Saved data entries
= = = = = = =

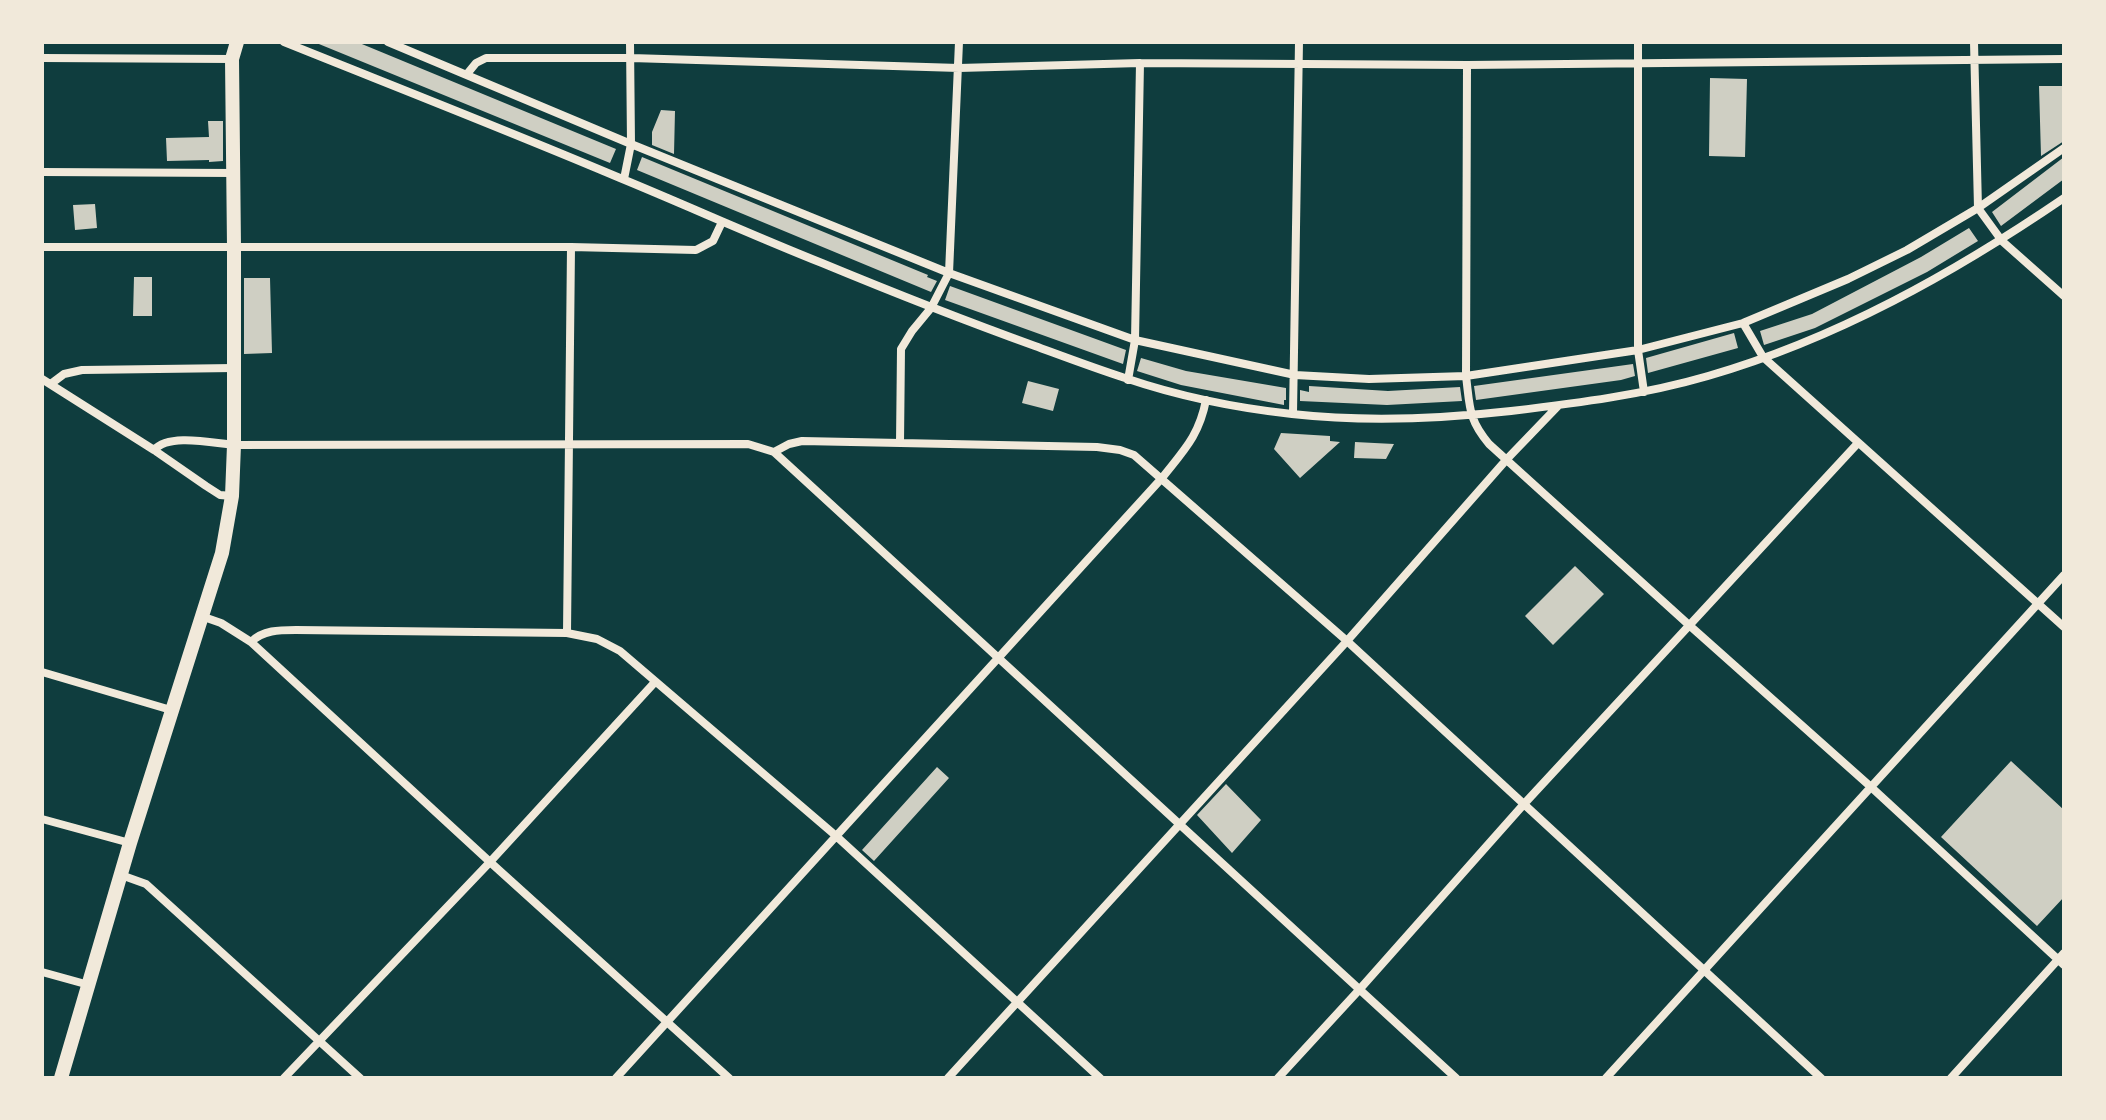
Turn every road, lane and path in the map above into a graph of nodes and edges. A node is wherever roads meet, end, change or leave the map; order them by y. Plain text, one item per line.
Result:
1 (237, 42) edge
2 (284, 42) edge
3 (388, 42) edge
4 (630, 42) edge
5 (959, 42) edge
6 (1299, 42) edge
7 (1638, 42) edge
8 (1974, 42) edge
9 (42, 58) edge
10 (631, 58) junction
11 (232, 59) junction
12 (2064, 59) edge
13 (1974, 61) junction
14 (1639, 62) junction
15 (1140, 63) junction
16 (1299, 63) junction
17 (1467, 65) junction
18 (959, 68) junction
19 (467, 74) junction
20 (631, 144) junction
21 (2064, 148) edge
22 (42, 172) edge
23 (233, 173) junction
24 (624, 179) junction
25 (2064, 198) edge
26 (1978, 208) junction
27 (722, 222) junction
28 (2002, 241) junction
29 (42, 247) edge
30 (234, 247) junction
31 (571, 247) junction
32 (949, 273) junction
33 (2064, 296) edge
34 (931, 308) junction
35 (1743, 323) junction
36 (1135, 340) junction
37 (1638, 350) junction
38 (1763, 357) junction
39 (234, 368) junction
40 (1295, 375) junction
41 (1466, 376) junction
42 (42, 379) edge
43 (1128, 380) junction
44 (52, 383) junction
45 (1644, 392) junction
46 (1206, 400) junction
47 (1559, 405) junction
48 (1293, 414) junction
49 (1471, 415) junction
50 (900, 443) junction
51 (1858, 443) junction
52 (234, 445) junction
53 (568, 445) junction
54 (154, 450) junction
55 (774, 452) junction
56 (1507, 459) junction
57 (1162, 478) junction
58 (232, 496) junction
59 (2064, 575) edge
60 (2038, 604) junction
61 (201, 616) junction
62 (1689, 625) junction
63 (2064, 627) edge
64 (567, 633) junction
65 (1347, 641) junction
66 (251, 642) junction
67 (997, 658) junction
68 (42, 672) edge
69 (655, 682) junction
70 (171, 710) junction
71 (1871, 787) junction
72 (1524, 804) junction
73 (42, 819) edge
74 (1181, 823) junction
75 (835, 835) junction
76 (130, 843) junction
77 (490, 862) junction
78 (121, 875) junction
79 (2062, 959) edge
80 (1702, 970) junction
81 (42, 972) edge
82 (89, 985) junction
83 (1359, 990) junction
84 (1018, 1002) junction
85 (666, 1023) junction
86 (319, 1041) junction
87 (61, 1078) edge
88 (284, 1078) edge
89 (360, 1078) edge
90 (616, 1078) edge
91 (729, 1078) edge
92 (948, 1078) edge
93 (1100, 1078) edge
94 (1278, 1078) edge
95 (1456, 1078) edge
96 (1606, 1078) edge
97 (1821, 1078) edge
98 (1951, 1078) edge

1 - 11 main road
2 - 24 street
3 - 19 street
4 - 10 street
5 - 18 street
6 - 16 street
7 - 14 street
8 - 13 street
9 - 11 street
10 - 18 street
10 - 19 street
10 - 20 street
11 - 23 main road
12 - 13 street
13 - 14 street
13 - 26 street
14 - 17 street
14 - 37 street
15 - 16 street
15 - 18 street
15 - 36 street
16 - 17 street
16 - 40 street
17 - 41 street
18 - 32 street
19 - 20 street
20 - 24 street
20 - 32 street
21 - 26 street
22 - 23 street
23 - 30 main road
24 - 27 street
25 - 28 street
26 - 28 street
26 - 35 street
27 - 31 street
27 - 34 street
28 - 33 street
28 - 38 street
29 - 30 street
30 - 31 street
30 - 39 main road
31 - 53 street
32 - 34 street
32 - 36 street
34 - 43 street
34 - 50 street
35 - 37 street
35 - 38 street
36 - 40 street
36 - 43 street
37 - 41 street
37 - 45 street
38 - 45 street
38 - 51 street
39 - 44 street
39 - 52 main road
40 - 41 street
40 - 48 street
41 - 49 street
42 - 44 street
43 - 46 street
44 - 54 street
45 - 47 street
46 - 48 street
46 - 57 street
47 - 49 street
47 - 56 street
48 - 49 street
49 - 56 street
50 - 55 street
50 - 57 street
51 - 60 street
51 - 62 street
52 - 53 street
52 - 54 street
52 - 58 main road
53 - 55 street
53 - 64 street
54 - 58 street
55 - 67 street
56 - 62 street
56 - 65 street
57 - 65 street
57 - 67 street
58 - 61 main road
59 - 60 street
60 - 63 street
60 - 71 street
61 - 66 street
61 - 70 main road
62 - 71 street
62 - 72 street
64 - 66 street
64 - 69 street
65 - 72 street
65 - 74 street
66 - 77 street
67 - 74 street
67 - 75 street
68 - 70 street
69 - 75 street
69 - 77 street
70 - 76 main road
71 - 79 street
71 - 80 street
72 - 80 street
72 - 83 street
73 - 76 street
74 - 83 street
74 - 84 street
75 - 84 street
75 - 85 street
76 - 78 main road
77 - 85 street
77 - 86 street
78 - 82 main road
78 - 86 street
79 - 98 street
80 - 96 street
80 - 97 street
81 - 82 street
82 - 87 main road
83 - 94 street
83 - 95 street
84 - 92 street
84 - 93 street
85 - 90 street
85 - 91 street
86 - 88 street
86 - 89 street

= = = = = = =

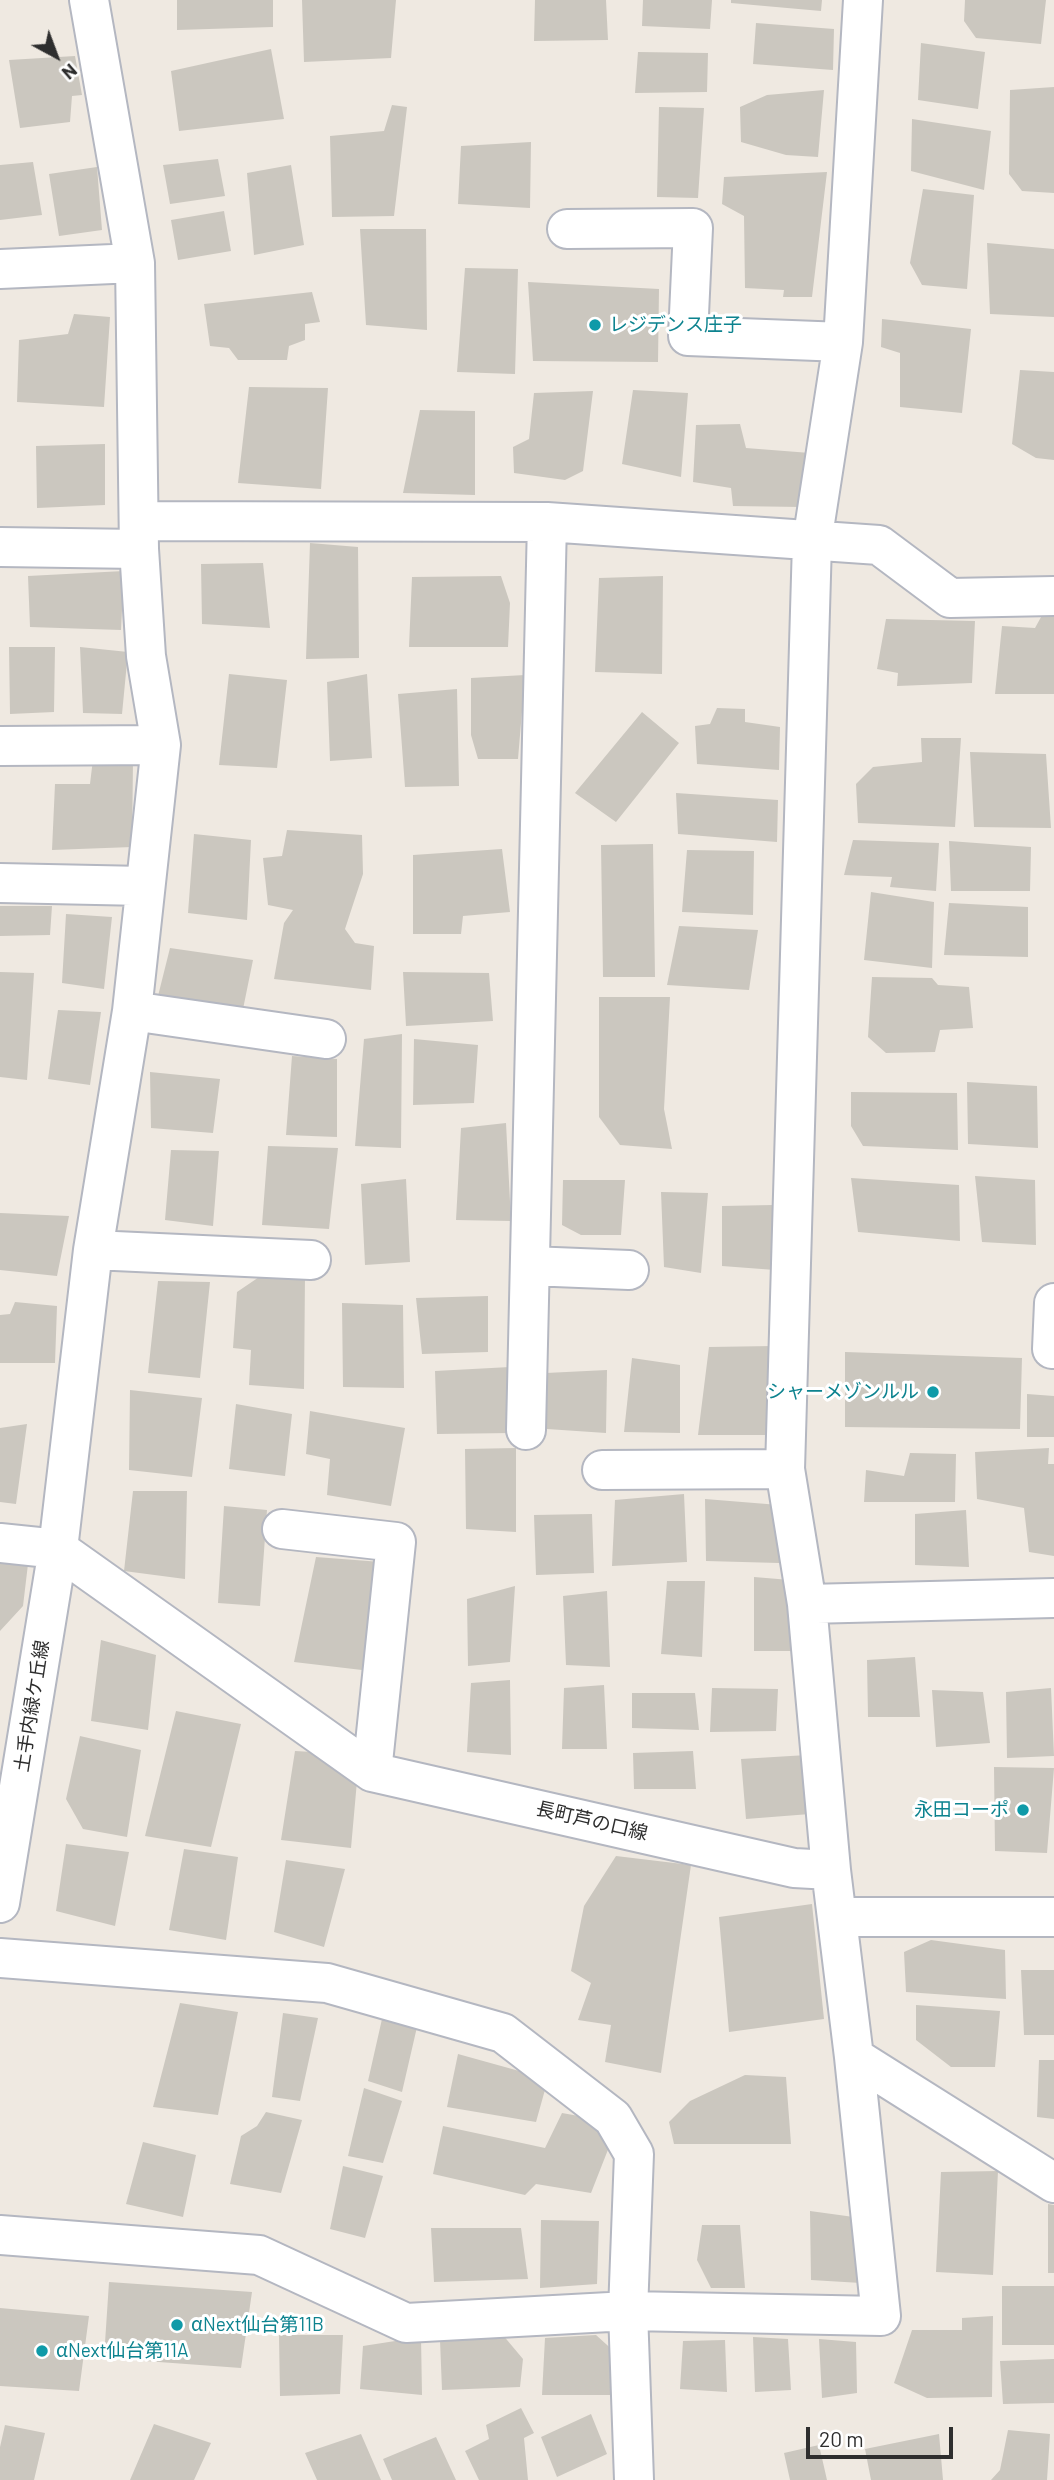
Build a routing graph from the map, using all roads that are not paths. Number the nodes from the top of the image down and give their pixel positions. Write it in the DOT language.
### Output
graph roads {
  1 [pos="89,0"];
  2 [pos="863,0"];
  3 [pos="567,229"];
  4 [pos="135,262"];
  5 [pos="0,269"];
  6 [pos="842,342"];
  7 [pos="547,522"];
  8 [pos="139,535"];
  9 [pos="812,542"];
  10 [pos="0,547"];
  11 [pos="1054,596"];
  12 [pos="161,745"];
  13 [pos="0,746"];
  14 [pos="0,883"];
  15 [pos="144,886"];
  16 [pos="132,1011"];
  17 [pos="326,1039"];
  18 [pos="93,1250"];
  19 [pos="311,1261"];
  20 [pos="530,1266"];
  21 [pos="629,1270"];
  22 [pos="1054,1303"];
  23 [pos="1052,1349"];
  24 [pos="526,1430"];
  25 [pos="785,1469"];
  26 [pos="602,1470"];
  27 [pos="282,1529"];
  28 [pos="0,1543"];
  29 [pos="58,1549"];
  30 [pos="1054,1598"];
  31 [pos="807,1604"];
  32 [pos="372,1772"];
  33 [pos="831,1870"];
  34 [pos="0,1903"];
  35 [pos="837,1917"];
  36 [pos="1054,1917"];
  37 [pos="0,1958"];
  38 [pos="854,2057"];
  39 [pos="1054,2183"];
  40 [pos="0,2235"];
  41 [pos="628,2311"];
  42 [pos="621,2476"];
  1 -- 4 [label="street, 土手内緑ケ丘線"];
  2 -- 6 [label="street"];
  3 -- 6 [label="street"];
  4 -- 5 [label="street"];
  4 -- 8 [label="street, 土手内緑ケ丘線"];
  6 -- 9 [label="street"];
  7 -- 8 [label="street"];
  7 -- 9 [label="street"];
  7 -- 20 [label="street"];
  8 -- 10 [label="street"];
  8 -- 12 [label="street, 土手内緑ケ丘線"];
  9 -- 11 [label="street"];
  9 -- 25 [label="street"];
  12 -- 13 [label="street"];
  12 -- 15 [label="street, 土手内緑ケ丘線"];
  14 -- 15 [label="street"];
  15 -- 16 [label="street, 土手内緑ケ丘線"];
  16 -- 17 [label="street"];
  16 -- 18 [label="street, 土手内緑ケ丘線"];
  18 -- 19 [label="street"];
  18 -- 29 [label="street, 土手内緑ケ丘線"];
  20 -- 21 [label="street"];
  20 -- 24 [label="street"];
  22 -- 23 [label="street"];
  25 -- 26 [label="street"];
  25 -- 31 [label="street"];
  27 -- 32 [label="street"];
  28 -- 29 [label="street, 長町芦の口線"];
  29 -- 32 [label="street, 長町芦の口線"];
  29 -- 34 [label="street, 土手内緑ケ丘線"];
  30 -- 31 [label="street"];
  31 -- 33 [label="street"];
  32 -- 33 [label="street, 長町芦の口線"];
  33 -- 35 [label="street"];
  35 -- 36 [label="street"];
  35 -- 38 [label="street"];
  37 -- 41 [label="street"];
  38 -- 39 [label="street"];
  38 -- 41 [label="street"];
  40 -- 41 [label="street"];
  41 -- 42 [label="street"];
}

= = = = = = =

### The task
For each line in the entries that contains the string "土手内緑ケ丘線", make a copy.

### Answer to the exercise
  1 -- 4 [label="street, 土手内緑ケ丘線"];
  4 -- 8 [label="street, 土手内緑ケ丘線"];
  8 -- 12 [label="street, 土手内緑ケ丘線"];
  12 -- 15 [label="street, 土手内緑ケ丘線"];
  15 -- 16 [label="street, 土手内緑ケ丘線"];
  16 -- 18 [label="street, 土手内緑ケ丘線"];
  18 -- 29 [label="street, 土手内緑ケ丘線"];
  29 -- 34 [label="street, 土手内緑ケ丘線"];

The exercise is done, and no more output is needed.